Nelle altre la tariffa è trinomia cioè la quota cliente, la quota potenza e il prezzo dell’energia, che voi non vedete perché, con la scusa che la bolletta era incomprensibile, dal primo gennaio 2016 hanno pensato di non farci capire niente, mentre ci raccontavano che lo facevano per semplificarci la lettura. Prima della liberalizzazione, nel prezzo energia erano compresi tutti i costi sostenuti dalle aziende (Enel, Municipalizzate), quindi anche i costi di ricerca, della riserva (calda e fredda) per far fronte alle variazioni della richiesta, nonché per tener conto dei prezzi agevolati per le forniture per usi domestici residenti, per le ferrovie dello stato, per le aziende energivore. Il prezzo dell’energia, almeno per gli usi domestici residenti era progressivo. Questo significa che, stabiliti certi scaglioni, il prezzo unitario dello scaglione successivo era maggiore del prezzo unitario dello scaglione precedente, facendo così gravare sui grandi consumatori i costi di cui sopra.
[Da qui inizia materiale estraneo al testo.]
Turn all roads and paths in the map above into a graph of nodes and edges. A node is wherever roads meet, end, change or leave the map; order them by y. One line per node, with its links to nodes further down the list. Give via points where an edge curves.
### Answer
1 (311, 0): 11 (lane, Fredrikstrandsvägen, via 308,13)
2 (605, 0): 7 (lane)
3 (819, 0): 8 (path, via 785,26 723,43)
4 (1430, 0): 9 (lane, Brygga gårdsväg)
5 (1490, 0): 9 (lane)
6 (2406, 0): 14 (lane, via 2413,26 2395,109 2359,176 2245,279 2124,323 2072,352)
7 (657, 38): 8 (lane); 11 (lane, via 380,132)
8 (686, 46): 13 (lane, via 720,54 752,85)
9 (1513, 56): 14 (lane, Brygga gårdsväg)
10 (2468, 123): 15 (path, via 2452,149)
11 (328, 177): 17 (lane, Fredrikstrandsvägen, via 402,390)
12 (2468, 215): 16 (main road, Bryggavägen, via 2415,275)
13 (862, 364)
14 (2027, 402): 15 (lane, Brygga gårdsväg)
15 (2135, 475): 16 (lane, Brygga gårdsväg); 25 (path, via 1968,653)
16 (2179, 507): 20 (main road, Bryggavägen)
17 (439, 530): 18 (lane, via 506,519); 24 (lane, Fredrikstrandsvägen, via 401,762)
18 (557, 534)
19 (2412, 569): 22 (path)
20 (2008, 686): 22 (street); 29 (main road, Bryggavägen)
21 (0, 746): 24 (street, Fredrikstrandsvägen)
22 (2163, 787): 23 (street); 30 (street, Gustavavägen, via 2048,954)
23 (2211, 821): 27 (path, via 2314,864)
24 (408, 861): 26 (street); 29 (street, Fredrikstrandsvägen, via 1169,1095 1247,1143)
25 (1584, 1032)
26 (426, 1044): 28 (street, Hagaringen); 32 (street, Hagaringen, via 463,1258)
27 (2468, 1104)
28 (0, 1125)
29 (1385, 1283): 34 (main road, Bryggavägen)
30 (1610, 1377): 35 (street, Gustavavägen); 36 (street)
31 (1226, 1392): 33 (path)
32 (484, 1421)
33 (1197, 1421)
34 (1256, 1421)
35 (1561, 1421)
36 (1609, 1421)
Con la liberalizzazione, quelli che erano i costi di ricerca e dei prezzi agevolati per usi domestici residenti (oggi bonus elettrico solo per chi si trova in situazioni economiche particolari), per le ferrovie, le imprese energivore, ai quali si aggiungono gli incentivi per le rinnovabili e lo smantellamento degli impianti nucleari, vengono definiti oneri di sistema. Questi oneri, che fino al 31/12/2016 erano inclusi nel prezzo del kWh, dal primo gennaio 2017, per le forniture usi domestici non residenti sono stati suddivisi in due parti. Una come quota fissa di euro 11,25 cliente/mese e una quota variabile caricata sul prezzo del kWh. Insomma, gli scienziati dell’autorità hanno pensato bene di scaricare sui non residenti non solo parte dei costi fissi delle imprese, ma anche gli oneri di sistema. Cosi facendo hanno trasferito la maggior parte degli oneri di sistema dai grandi consumatori ai piccoli, come sono, generalmente, gli usi domestici non residenti.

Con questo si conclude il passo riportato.